[[ GIVEN DATA open ]]

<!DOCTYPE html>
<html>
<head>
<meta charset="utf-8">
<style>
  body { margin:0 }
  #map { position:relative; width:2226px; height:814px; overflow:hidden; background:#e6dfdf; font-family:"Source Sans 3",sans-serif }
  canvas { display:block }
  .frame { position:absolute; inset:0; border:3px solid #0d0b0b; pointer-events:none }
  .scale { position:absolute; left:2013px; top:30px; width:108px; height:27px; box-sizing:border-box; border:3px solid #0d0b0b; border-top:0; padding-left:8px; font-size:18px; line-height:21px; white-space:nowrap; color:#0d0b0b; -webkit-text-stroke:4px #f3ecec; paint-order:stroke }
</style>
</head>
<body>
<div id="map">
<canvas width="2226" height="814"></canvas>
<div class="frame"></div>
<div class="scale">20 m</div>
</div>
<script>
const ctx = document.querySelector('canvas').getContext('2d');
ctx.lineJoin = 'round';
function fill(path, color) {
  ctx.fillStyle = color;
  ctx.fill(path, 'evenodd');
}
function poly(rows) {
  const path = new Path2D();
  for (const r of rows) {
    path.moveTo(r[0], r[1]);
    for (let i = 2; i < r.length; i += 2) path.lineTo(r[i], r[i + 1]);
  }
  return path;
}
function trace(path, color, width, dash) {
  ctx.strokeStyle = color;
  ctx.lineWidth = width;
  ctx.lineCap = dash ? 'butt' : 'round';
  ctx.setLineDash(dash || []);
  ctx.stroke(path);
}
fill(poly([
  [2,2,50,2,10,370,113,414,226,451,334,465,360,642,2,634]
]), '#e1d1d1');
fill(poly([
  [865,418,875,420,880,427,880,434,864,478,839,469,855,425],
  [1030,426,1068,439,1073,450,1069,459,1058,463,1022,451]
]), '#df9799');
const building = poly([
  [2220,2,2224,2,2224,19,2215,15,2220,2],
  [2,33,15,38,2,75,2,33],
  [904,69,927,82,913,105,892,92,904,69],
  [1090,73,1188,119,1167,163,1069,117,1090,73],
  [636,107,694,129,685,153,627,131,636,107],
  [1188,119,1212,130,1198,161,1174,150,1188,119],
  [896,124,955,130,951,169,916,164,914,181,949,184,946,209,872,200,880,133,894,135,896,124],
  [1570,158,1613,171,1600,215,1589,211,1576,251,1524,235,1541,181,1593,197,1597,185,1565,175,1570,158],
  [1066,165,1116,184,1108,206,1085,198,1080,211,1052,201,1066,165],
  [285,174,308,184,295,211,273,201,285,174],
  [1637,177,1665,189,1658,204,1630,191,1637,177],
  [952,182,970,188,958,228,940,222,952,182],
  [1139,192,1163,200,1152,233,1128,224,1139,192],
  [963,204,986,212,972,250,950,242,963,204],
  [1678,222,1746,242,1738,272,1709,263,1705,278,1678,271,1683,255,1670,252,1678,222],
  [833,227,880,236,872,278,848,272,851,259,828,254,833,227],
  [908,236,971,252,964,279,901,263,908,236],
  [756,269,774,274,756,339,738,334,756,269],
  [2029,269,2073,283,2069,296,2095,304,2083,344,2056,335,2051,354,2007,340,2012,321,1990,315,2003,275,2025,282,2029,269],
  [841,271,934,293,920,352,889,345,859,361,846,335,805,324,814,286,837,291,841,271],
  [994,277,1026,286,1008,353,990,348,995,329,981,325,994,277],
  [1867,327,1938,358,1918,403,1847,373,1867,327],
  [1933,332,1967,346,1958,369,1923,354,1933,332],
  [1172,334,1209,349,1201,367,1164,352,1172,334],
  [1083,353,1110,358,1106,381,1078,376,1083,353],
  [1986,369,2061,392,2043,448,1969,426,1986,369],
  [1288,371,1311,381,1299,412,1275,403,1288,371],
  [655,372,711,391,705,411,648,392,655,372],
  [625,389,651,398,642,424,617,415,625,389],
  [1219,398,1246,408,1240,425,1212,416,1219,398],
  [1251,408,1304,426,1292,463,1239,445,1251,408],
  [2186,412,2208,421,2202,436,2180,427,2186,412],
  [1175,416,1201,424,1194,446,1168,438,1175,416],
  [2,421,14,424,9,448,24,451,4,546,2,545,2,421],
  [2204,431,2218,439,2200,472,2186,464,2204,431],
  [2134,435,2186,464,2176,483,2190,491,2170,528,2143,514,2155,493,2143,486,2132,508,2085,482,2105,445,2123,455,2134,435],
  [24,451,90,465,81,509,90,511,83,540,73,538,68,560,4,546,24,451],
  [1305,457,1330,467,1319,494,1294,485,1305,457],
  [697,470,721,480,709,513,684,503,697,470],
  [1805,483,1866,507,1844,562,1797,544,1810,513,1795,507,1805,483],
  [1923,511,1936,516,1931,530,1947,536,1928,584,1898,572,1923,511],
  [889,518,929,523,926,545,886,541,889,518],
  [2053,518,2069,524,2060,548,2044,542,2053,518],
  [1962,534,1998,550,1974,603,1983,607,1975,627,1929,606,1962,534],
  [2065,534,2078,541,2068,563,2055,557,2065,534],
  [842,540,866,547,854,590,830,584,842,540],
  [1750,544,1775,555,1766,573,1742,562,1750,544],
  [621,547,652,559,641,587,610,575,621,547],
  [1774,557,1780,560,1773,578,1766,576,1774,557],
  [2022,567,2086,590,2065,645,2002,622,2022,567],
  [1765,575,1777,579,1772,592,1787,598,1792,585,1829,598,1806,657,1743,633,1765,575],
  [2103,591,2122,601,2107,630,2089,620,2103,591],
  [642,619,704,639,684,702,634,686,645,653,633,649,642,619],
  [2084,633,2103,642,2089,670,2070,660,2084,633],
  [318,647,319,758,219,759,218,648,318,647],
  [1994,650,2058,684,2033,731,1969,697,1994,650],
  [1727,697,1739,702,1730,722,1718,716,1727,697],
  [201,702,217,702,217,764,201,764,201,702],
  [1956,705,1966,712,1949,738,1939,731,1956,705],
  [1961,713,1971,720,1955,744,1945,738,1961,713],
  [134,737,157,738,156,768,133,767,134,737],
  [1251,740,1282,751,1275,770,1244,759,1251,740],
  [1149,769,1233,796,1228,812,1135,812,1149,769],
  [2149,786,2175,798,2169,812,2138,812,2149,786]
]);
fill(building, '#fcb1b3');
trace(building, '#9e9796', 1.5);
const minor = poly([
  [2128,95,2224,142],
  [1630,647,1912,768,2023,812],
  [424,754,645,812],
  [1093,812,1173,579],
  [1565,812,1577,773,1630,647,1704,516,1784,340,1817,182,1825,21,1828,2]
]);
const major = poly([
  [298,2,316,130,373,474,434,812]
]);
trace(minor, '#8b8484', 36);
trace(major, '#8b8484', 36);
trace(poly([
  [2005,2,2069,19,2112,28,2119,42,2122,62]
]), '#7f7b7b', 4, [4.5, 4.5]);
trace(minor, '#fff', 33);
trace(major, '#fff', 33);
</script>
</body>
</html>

[[ GIVEN DATA closed ]]

EXERCISE INSTRUCTIONS | Only lines holding the word "poly" are wanted; list them all from the material.

OUTPUT BELOW |
function poly(rows) {
fill(poly([
fill(poly([
const building = poly([
const minor = poly([
const major = poly([
trace(poly([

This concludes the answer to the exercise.